| DATA SECTION |

_ _ _ _ _ _ _

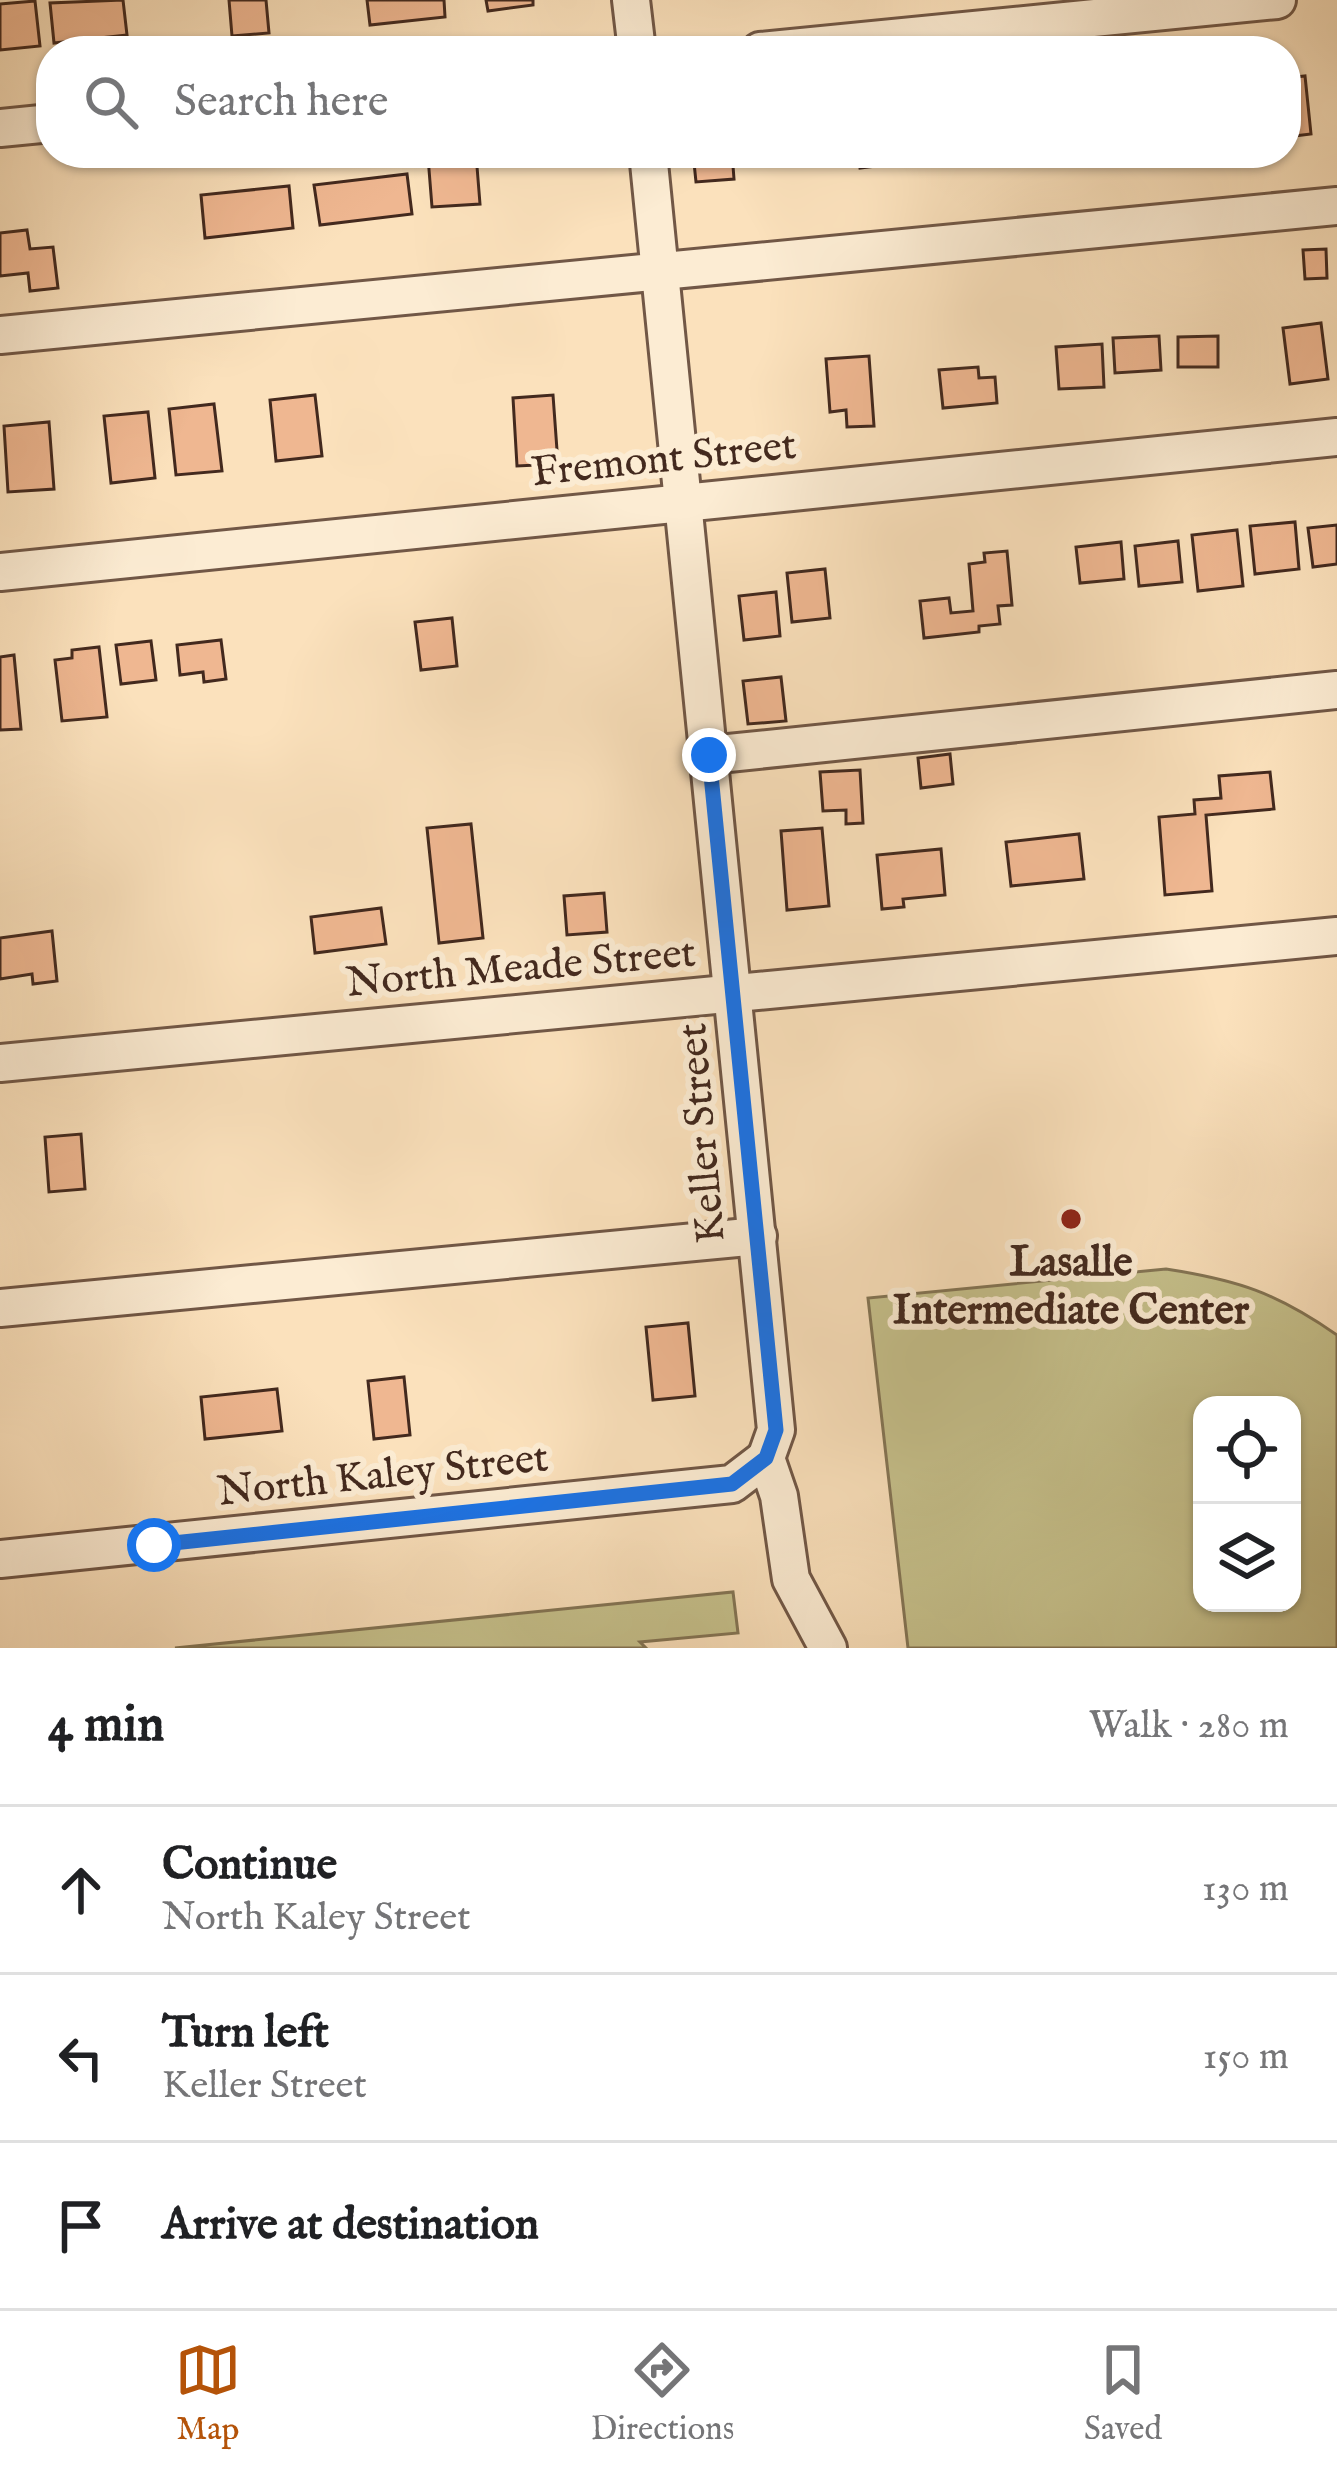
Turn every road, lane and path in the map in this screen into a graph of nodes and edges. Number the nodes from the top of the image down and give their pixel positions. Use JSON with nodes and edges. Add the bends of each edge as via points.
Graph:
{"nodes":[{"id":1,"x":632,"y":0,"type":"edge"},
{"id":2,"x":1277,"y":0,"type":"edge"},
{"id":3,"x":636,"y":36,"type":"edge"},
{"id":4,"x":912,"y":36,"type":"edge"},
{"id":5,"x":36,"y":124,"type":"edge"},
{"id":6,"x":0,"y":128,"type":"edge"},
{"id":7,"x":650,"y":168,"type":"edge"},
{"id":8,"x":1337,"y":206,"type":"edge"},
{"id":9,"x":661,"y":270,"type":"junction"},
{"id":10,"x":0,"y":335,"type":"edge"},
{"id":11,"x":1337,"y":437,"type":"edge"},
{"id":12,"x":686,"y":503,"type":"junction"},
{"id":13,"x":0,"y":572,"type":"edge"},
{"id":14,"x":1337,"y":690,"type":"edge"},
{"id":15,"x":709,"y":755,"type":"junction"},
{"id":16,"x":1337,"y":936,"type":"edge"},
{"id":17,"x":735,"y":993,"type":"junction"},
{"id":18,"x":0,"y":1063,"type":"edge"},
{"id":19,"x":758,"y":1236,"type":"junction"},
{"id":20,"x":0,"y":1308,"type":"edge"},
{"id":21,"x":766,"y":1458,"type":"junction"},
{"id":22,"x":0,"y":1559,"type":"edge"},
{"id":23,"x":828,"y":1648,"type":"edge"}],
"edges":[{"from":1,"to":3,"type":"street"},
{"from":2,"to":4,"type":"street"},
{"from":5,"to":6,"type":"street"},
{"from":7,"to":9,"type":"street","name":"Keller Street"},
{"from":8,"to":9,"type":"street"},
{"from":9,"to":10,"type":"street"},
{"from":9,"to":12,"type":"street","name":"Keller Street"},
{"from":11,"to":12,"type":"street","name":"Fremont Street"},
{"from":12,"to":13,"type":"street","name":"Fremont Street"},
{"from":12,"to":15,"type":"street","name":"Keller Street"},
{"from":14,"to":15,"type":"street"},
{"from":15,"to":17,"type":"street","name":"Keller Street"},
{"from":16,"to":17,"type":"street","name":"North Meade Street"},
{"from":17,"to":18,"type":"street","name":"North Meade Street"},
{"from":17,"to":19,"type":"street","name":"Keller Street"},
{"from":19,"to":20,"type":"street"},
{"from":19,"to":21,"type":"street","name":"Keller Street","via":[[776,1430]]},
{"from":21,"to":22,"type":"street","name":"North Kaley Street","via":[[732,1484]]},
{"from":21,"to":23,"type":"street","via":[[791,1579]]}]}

_ _ _ _ _ _ _

| GOAL OF THE EXERCISE |
Return all lines of the data in which the string "Keller" appears.

| ANSWER FOR THIS EXERCISE |
{"from":7,"to":9,"type":"street","name":"Keller Street"},
{"from":9,"to":12,"type":"street","name":"Keller Street"},
{"from":12,"to":15,"type":"street","name":"Keller Street"},
{"from":15,"to":17,"type":"street","name":"Keller Street"},
{"from":17,"to":19,"type":"street","name":"Keller Street"},
{"from":19,"to":21,"type":"street","name":"Keller Street","via":[[776,1430]]},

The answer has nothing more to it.